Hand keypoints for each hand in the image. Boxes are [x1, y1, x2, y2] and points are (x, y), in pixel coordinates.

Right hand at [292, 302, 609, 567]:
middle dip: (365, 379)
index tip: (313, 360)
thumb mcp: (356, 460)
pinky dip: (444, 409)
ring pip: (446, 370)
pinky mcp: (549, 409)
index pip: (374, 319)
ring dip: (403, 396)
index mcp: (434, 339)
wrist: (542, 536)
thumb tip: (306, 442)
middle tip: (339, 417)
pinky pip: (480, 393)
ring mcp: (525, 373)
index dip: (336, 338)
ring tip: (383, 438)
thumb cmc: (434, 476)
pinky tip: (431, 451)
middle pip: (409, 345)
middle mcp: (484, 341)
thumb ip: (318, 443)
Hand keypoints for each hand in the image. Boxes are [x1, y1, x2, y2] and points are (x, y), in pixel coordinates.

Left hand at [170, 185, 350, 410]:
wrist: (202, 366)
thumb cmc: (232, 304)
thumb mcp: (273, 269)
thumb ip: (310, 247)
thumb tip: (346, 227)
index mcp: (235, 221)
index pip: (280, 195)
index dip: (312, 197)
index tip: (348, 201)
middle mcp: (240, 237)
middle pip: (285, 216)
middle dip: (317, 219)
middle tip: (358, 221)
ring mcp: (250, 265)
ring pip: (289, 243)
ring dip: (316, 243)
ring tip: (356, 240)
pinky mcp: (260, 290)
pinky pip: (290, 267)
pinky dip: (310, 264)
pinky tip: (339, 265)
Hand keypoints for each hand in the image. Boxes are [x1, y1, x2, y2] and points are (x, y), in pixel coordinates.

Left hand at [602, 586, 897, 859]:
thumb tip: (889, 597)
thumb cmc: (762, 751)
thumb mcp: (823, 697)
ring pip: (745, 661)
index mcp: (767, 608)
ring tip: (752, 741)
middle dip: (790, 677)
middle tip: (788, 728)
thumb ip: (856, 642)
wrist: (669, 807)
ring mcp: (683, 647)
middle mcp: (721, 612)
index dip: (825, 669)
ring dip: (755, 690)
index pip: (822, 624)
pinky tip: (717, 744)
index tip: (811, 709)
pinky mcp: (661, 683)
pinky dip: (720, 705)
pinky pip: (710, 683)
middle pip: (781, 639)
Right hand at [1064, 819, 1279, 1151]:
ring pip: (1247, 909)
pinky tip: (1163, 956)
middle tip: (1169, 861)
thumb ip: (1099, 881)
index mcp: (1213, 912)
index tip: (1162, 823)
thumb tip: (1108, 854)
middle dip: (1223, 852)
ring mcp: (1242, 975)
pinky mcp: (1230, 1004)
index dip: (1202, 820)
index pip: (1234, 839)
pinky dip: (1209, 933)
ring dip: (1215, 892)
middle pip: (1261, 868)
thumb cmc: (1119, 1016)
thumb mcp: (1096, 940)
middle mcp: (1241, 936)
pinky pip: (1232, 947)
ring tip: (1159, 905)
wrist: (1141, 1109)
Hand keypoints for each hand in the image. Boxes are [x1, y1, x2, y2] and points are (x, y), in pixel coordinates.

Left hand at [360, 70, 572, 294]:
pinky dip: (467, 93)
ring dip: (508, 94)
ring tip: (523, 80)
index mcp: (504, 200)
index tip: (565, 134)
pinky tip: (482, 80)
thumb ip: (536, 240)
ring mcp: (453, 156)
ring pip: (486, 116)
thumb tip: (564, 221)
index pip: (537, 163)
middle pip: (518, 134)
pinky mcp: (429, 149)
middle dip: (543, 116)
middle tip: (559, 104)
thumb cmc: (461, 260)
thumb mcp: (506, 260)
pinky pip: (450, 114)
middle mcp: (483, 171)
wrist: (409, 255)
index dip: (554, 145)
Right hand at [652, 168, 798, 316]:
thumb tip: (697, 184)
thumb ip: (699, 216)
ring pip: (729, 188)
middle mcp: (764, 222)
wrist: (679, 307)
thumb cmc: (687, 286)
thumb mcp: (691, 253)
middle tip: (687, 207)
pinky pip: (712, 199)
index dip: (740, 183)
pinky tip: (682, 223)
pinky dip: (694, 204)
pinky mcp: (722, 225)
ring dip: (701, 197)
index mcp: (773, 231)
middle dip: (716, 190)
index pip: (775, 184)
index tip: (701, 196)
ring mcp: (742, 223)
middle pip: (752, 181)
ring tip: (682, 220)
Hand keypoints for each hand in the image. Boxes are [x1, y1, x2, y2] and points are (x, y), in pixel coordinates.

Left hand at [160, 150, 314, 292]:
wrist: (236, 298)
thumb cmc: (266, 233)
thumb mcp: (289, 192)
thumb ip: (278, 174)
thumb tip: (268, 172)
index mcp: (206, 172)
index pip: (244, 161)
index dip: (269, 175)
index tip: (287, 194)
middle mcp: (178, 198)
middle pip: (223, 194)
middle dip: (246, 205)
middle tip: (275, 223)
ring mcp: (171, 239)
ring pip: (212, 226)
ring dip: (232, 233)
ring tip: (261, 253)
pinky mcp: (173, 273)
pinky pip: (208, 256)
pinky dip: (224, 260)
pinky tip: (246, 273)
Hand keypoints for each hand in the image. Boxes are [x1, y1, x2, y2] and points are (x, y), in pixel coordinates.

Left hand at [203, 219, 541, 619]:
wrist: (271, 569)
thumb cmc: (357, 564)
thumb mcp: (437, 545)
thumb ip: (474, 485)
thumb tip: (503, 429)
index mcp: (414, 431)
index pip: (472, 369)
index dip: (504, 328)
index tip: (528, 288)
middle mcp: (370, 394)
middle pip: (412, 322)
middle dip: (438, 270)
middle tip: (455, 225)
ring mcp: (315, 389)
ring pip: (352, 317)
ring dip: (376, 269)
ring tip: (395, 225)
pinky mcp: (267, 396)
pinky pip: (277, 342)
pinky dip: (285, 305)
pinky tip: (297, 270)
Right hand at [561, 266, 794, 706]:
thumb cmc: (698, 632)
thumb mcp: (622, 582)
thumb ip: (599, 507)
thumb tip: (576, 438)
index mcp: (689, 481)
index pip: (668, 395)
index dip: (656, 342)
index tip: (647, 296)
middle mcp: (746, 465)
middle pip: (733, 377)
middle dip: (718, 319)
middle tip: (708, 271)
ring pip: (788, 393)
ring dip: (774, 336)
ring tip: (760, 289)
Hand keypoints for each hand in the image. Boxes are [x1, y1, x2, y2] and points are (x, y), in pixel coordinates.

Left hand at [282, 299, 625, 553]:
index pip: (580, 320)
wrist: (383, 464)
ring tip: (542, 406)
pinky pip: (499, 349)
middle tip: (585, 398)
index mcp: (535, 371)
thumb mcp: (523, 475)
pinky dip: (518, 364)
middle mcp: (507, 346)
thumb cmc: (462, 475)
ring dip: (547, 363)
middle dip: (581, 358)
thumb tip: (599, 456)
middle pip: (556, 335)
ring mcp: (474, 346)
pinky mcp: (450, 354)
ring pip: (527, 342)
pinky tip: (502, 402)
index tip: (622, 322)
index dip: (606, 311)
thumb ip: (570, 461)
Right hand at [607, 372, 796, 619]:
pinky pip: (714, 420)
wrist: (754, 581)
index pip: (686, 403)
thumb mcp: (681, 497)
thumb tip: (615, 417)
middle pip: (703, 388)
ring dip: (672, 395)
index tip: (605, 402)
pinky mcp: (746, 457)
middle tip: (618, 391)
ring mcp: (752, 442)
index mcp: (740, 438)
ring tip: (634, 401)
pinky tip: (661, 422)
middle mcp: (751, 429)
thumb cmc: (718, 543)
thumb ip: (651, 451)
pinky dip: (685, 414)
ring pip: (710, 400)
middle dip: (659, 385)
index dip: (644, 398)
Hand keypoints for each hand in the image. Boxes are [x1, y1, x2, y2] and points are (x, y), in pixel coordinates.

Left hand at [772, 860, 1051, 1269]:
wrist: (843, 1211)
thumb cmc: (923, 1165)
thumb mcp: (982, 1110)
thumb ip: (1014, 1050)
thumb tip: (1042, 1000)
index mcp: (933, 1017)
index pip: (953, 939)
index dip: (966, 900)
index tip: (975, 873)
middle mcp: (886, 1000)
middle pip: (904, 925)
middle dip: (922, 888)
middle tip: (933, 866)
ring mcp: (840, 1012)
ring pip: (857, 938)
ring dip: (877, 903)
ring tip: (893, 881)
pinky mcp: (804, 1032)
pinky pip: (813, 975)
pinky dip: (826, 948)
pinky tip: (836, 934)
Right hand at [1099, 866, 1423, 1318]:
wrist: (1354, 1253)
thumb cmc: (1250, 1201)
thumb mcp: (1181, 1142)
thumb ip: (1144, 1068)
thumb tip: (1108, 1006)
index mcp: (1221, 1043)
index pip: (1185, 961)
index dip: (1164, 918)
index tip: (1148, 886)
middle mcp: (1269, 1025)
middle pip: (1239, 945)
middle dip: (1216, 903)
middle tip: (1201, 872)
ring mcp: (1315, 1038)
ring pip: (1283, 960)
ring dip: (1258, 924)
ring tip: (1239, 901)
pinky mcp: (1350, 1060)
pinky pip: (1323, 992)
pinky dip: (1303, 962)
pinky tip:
········
## Task prompt
In the listing above, find the line with "index tip: (622, 322)" and the line with "middle tip: (618, 391)", then reproduce both and every line between them exactly.

## Answer for this exercise
index tip: (622, 322)
index dip: (606, 311)
thumb ip: (570, 461)
Right hand at [607, 372, 796, 619]:
pinky pip: (714, 420)
wrist: (754, 581)
index pip: (686, 403)
thumb mcp: (681, 497)
thumb tip: (615, 417)
middle pip: (703, 388)
ring dip: (672, 395)
index tip: (605, 402)
pinky mcp: (746, 457)
middle tip: (618, 391)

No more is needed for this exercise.